Geçtiğimiz aylarda milli takımın başına getirilen Vincenzo Montella’nın çok kısa sürede, ruhunu, dinamizmini kaybetmiş bir oyuncu topluluğuna bu denli bir dokunuş ve etki yapabileceğini kimse tahmin edemezdi.

Berlin’de, Almanların evinde önce stadyumun koltuklarında başlayan ağırlığımız, hakimiyetimiz dakikalar geçtikçe sahaya da yayıldı. Kenan Yıldız, Ferdi Kadıoğlu, Abdülkerim Bardakçı ve arkadaşları Montella cesareti ile Almanya’nın üzerine üzerine yürüdü adeta. Mental açıdan o kadar maça motive olmuş bir ekip yarattı ki sahada basmadık yer bırakmayan, top rakibe geçicince acımasız baskılar yapan ve kaptıkları topları en verimli biçimde kullanmaya gayret eden bu oyuncu topluluğu bizleri ve geceyi muazzam şekilde büyüledi.

   Her ne kadar bir hazırlık maçı statüsünde görünse de oynadığımız ve Almanların canını bir hayli yakan bu güzide futbol, uzun bir aranın ardından gözlerimin pasını aldı. Özellikle son golün ardından tüm futbolcuların Montella’ya doğru koşup bir sevinç yumağı oluşturması,sistemde ve oyun kurgusunda yapılan değişikliklerin kısa sürede ne kadar belirgin bir kelebek etkisi yarattığına  bariz bir şekilde şahit olduk.

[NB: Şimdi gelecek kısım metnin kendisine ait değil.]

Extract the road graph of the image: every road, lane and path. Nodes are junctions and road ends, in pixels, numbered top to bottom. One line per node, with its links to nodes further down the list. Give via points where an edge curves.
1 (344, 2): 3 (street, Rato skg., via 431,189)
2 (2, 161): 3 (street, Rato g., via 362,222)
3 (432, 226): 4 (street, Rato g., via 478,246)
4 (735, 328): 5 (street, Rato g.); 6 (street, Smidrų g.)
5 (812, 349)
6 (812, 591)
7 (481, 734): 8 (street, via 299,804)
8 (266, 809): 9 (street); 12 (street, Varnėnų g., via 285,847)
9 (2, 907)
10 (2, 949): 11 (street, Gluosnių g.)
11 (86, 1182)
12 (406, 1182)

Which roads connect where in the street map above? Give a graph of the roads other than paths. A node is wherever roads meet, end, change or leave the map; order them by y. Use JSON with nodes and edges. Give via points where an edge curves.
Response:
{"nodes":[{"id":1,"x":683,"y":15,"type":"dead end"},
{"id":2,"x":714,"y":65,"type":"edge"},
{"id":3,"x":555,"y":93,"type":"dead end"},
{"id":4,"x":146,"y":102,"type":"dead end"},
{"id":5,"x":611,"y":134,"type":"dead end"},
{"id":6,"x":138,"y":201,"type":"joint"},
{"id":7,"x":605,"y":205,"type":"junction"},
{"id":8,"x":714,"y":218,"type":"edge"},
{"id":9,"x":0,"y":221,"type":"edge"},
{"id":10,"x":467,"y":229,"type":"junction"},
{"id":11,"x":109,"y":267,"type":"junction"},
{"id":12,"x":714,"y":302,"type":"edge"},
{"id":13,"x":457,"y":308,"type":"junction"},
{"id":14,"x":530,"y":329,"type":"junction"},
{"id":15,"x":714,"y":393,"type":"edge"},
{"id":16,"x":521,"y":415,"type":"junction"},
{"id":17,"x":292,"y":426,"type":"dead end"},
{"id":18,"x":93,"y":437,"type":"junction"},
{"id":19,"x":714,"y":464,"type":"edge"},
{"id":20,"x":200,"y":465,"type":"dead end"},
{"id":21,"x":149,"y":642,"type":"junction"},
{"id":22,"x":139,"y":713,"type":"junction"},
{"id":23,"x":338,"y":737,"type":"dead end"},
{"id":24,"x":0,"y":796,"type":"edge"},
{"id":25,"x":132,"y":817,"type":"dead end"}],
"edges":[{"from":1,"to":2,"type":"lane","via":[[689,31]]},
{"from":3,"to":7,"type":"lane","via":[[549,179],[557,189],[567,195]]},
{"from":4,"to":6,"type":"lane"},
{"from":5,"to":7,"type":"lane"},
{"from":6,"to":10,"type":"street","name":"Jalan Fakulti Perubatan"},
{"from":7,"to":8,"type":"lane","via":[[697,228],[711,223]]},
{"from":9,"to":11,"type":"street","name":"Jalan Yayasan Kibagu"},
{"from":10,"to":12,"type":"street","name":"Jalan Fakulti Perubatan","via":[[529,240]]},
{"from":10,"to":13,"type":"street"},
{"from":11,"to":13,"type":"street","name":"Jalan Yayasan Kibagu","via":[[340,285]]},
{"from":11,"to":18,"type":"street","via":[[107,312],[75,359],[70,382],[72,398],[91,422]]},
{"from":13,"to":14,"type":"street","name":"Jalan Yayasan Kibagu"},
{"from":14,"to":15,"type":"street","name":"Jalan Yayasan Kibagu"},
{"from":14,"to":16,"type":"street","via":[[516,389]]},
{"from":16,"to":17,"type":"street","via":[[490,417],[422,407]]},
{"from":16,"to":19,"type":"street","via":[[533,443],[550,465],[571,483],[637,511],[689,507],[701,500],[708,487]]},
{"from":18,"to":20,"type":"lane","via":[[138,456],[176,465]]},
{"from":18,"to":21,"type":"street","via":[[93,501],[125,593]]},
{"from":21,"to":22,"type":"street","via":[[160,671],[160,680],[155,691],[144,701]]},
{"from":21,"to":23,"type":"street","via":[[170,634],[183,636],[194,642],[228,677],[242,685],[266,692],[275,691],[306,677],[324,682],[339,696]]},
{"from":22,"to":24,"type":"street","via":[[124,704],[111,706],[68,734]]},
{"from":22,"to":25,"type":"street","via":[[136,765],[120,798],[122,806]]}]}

   Uzun yılların ardından milli takımı bir kulüp takımı edasında bütünleşirken gördüm. Milli takımı yönetmek cidden çok zor bir iştir, çünkü pek çok takımdan iyi oyuncular gelir ve siz bu oyuncuları iyi yoğurup ortaya kaliteli oyun tadı veren, keyif aldıran bir ekip oluşturmak durumundasınız. Montella’nın kuşkusuz kısa zamanda ortaya çıkardığı bu tadından geçilmez tabloyu izlemek gerçekten ayrı bir keyif. Kendi futbolcularını şikâyet eden, Türkiye altyapısından oyuncu yetişmediğini ısrarla savunan teknik adamlarla geçirilen aylara ve yıllara acımamak da elde değil. Şu İtalyan’dan öğreneceğimiz çok şey var anlaşılan.